Activity.
Return the records that follow unaltered. Omit every picture.

Saved entries:
==============================

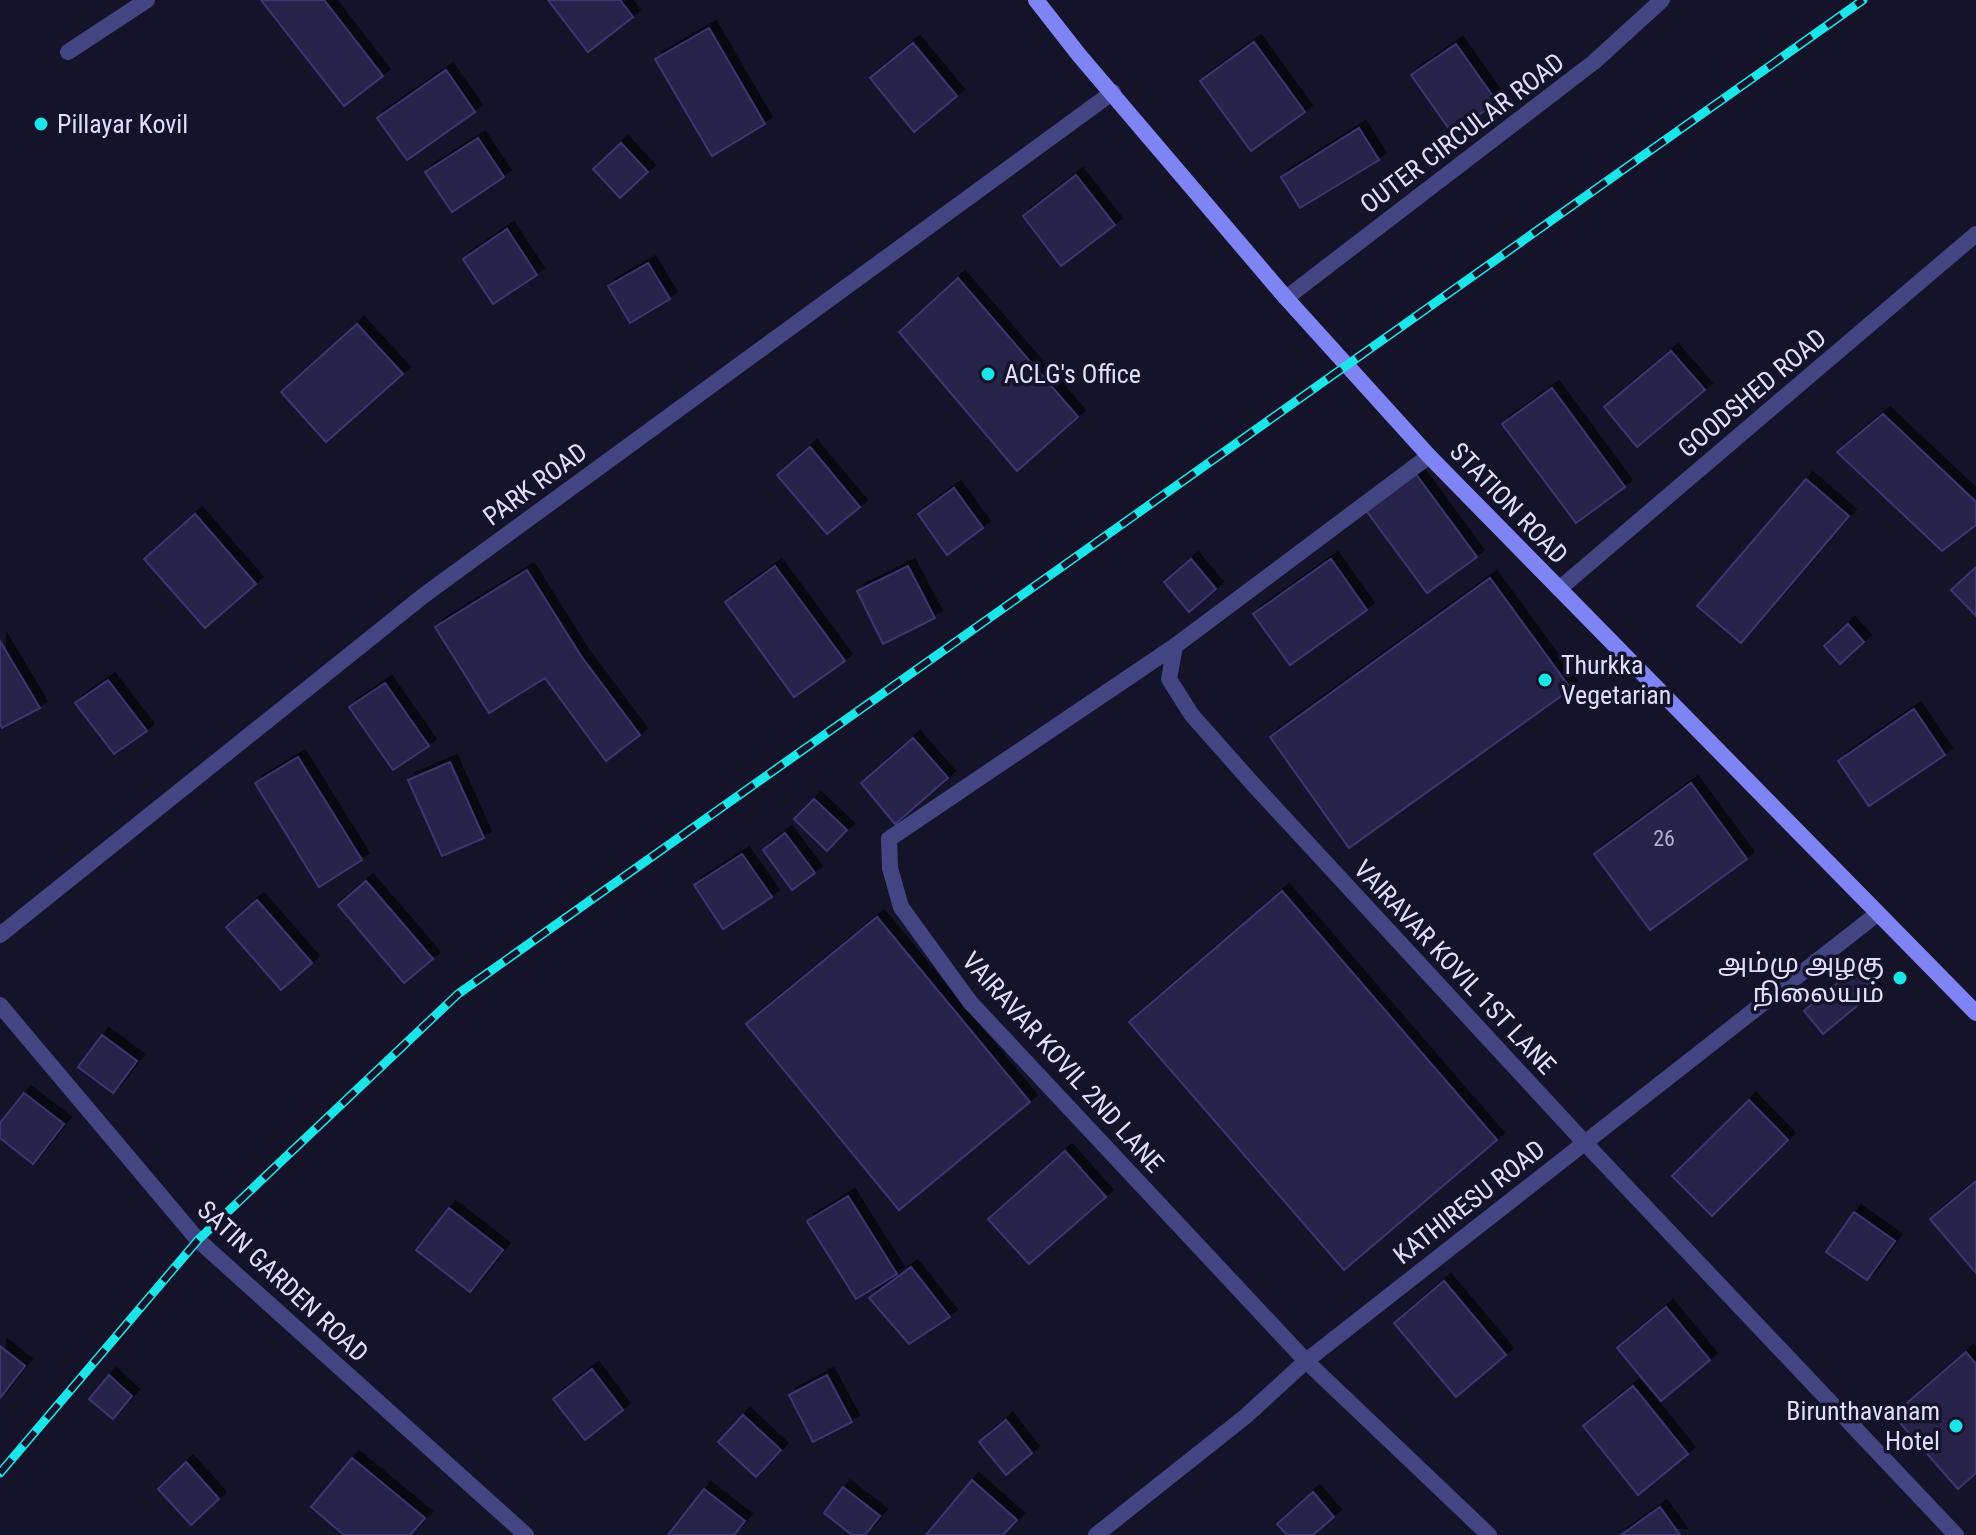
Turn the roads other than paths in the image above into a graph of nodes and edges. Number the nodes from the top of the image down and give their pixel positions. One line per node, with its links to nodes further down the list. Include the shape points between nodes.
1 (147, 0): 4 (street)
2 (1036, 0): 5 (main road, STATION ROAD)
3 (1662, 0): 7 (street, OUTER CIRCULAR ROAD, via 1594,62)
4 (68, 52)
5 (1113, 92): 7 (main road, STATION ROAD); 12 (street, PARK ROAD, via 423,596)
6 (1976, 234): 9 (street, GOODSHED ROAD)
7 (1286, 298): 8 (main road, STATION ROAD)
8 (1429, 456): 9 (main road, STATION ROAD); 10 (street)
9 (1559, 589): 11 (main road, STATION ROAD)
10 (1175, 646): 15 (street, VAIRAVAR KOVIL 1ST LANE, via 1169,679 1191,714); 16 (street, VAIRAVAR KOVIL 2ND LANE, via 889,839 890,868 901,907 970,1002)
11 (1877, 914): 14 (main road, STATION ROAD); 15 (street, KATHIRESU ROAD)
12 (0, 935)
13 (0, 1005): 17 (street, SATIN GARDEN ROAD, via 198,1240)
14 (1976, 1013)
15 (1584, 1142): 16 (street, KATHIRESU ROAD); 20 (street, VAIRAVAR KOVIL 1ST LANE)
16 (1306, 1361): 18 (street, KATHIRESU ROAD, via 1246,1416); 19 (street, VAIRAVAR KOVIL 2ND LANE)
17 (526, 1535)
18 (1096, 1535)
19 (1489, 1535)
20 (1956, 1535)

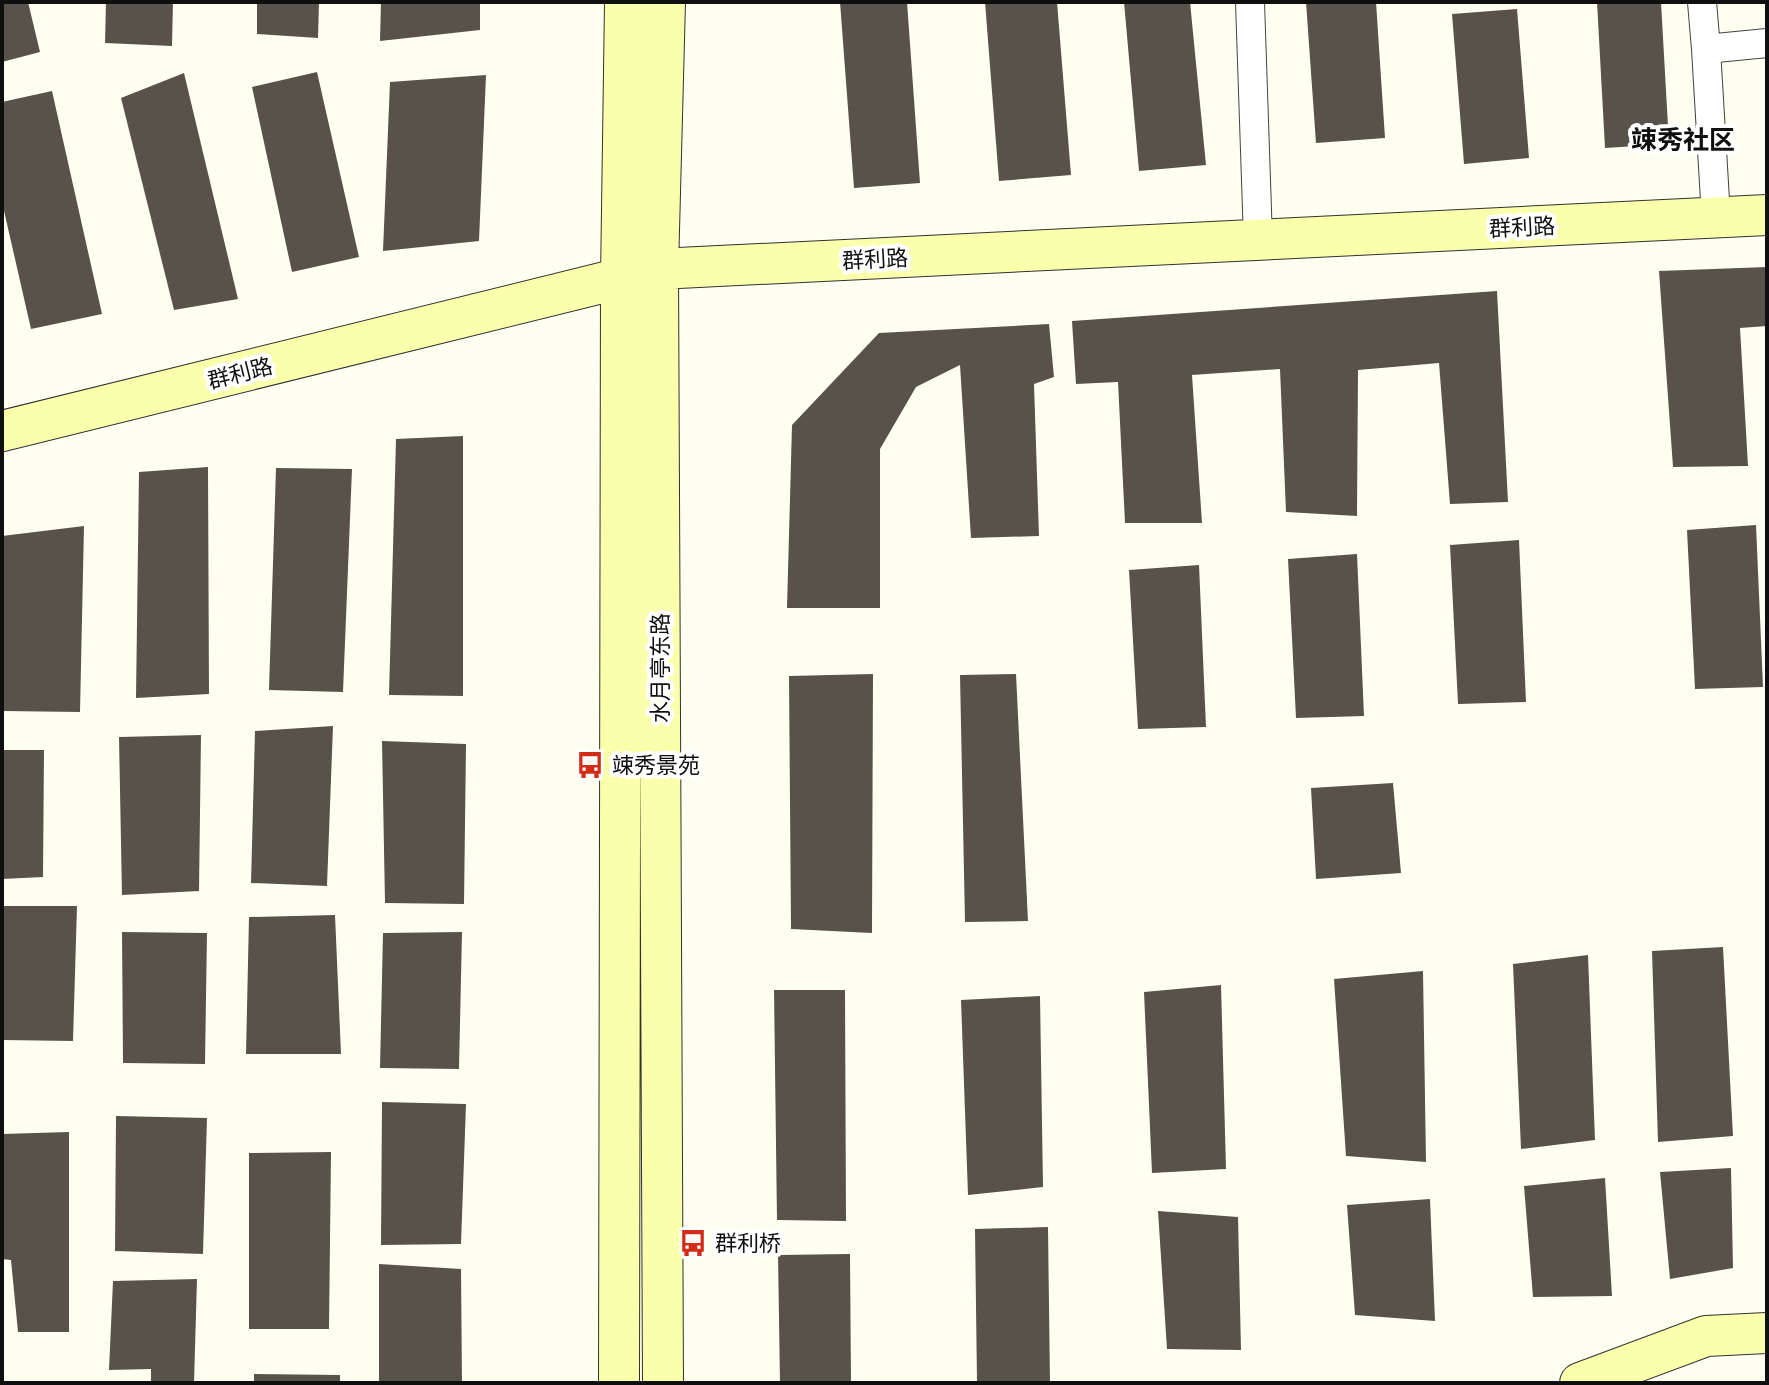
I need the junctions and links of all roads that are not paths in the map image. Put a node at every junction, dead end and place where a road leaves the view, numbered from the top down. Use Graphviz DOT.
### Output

==============================

The completed task.
Turn the roads other than paths in the image above into a graph of nodes and edges. Number the nodes from the top of the image down and give their pixel positions. One line per node, with its links to nodes further down the list. Include the shape points between nodes.
1 (147, 0): 4 (street)
2 (1036, 0): 5 (main road, STATION ROAD)
3 (1662, 0): 7 (street, OUTER CIRCULAR ROAD, via 1594,62)
4 (68, 52)
5 (1113, 92): 7 (main road, STATION ROAD); 12 (street, PARK ROAD, via 423,596)
6 (1976, 234): 9 (street, GOODSHED ROAD)
7 (1286, 298): 8 (main road, STATION ROAD)
8 (1429, 456): 9 (main road, STATION ROAD); 10 (street)
9 (1559, 589): 11 (main road, STATION ROAD)
10 (1175, 646): 15 (street, VAIRAVAR KOVIL 1ST LANE, via 1169,679 1191,714); 16 (street, VAIRAVAR KOVIL 2ND LANE, via 889,839 890,868 901,907 970,1002)
11 (1877, 914): 14 (main road, STATION ROAD); 15 (street, KATHIRESU ROAD)
12 (0, 935)
13 (0, 1005): 17 (street, SATIN GARDEN ROAD, via 198,1240)
14 (1976, 1013)
15 (1584, 1142): 16 (street, KATHIRESU ROAD); 20 (street, VAIRAVAR KOVIL 1ST LANE)
16 (1306, 1361): 18 (street, KATHIRESU ROAD, via 1246,1416); 19 (street, VAIRAVAR KOVIL 2ND LANE)
17 (526, 1535)
18 (1096, 1535)
19 (1489, 1535)
20 (1956, 1535)

I need the junctions and links of all roads that are not paths in the map image. Put a node at every junction, dead end and place where a road leaves the view, numbered from the top down. Use Graphviz DOT.
### Output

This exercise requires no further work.